• RECORDED INFORMATION:

################

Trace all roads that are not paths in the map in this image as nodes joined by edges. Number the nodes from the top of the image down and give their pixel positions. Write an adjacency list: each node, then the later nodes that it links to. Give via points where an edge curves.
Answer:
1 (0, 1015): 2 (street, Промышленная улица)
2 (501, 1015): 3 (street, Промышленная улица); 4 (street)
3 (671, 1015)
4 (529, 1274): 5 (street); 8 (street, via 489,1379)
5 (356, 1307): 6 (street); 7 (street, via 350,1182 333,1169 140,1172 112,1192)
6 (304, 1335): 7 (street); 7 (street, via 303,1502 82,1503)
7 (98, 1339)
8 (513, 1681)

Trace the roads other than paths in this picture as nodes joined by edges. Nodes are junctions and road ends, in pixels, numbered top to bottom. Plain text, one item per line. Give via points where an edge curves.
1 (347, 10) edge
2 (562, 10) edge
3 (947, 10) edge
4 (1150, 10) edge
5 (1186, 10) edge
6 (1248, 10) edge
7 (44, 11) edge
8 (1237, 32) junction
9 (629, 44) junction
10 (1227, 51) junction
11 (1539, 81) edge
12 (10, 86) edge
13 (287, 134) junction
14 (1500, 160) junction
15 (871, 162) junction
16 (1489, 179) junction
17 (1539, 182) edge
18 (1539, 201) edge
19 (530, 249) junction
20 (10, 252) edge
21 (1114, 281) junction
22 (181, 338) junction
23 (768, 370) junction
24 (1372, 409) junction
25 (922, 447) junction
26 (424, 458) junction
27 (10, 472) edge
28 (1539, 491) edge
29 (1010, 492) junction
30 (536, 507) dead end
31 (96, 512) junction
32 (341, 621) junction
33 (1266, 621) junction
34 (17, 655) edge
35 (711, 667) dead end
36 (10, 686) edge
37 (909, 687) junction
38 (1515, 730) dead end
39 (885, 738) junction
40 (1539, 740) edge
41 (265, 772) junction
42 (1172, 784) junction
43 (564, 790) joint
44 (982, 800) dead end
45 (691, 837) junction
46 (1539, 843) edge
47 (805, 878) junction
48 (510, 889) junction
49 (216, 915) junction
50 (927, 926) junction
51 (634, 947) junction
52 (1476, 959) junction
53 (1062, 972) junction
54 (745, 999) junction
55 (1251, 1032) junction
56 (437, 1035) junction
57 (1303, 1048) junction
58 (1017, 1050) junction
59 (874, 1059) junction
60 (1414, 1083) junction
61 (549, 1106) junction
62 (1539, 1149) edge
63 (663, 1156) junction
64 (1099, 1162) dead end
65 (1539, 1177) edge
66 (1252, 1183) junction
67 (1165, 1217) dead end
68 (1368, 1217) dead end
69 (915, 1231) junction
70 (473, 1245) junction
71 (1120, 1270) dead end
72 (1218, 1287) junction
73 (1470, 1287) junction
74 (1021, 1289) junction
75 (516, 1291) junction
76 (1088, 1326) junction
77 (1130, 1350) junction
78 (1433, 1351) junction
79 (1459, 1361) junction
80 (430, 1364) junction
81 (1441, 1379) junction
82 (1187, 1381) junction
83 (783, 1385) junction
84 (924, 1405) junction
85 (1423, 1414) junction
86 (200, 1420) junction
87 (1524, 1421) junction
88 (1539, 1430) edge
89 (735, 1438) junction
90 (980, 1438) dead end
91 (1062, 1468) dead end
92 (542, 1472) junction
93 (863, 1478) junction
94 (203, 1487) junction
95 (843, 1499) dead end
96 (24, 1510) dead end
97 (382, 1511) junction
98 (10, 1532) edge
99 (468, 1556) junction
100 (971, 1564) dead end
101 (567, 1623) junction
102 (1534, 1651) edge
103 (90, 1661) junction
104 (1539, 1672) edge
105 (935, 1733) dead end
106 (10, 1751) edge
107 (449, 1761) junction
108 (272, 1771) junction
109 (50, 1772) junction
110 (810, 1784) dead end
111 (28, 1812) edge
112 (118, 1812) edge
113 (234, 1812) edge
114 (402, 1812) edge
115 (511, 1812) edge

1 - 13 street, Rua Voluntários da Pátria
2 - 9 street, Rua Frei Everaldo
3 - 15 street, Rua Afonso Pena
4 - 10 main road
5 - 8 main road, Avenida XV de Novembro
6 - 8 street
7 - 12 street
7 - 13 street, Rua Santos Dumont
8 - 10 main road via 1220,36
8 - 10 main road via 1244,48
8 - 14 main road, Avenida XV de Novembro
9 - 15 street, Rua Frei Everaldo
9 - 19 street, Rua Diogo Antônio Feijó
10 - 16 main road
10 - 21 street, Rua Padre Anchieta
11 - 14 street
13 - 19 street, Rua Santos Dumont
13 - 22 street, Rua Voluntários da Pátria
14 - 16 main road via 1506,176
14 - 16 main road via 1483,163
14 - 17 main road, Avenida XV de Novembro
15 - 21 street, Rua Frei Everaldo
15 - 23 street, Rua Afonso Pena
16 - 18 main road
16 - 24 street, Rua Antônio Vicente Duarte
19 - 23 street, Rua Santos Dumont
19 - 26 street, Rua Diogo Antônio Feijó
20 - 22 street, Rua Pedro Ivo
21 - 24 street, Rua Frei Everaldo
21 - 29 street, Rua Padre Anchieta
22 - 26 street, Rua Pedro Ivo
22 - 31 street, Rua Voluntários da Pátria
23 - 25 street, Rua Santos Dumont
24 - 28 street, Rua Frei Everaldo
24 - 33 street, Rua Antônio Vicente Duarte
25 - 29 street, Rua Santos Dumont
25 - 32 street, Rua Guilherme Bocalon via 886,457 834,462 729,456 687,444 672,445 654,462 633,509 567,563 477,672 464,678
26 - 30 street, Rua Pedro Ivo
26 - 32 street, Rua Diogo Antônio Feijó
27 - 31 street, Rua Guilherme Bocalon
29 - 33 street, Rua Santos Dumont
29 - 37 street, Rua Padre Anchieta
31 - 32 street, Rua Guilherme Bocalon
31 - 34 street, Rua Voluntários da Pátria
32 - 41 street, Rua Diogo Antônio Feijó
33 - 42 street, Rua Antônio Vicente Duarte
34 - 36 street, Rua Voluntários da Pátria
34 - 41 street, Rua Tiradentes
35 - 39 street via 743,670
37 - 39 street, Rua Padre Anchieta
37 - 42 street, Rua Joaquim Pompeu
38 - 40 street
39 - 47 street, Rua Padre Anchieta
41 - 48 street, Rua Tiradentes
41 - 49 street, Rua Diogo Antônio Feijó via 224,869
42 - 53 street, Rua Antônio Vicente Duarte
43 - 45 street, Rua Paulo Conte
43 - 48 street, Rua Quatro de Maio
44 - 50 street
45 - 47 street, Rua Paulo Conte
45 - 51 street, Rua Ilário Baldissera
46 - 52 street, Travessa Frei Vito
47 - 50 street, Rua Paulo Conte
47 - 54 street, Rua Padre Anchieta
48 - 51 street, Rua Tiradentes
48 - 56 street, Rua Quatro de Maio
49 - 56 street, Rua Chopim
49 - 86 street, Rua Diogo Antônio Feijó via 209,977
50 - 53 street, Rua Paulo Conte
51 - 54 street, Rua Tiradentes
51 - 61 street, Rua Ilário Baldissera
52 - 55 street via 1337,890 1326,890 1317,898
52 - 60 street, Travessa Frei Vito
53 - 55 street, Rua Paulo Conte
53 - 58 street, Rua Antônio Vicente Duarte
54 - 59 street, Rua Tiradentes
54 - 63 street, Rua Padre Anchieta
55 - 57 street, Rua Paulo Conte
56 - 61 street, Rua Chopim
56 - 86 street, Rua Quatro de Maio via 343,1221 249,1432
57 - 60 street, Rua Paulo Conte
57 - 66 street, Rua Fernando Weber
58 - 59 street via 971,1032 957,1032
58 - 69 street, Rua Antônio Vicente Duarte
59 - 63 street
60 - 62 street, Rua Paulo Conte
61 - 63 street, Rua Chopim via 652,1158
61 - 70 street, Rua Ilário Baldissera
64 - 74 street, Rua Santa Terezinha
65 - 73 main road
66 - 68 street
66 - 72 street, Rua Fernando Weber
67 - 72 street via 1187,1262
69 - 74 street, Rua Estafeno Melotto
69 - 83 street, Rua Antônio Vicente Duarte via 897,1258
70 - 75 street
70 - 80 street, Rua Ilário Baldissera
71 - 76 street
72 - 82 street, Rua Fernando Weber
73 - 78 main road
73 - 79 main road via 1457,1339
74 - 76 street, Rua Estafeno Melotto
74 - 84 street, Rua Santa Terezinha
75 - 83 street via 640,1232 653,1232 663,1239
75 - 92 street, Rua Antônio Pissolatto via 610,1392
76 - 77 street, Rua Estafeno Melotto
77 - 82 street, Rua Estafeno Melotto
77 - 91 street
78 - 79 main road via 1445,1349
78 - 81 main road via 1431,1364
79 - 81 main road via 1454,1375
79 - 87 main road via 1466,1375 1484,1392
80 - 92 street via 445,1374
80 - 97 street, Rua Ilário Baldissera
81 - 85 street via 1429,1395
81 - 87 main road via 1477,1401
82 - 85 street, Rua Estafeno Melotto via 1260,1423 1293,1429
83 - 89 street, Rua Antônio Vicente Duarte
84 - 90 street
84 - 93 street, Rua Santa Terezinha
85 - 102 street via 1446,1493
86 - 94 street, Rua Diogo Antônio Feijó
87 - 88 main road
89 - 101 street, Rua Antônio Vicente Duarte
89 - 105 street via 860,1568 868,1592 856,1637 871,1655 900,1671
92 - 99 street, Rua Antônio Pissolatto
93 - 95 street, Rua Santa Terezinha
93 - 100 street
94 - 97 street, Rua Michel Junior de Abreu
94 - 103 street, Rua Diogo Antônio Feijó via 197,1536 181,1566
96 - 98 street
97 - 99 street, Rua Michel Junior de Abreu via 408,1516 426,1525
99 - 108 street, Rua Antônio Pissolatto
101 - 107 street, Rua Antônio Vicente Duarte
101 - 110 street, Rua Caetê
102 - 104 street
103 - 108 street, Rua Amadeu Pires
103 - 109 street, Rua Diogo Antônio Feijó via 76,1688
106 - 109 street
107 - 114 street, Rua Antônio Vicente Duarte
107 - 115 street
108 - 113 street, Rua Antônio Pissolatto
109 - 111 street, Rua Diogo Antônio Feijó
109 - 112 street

################

• PROBLEM TO SOLVE: Line count for the string "Ilário": say how many lines in the listing contain it, and add nothing.

• REPLY: 5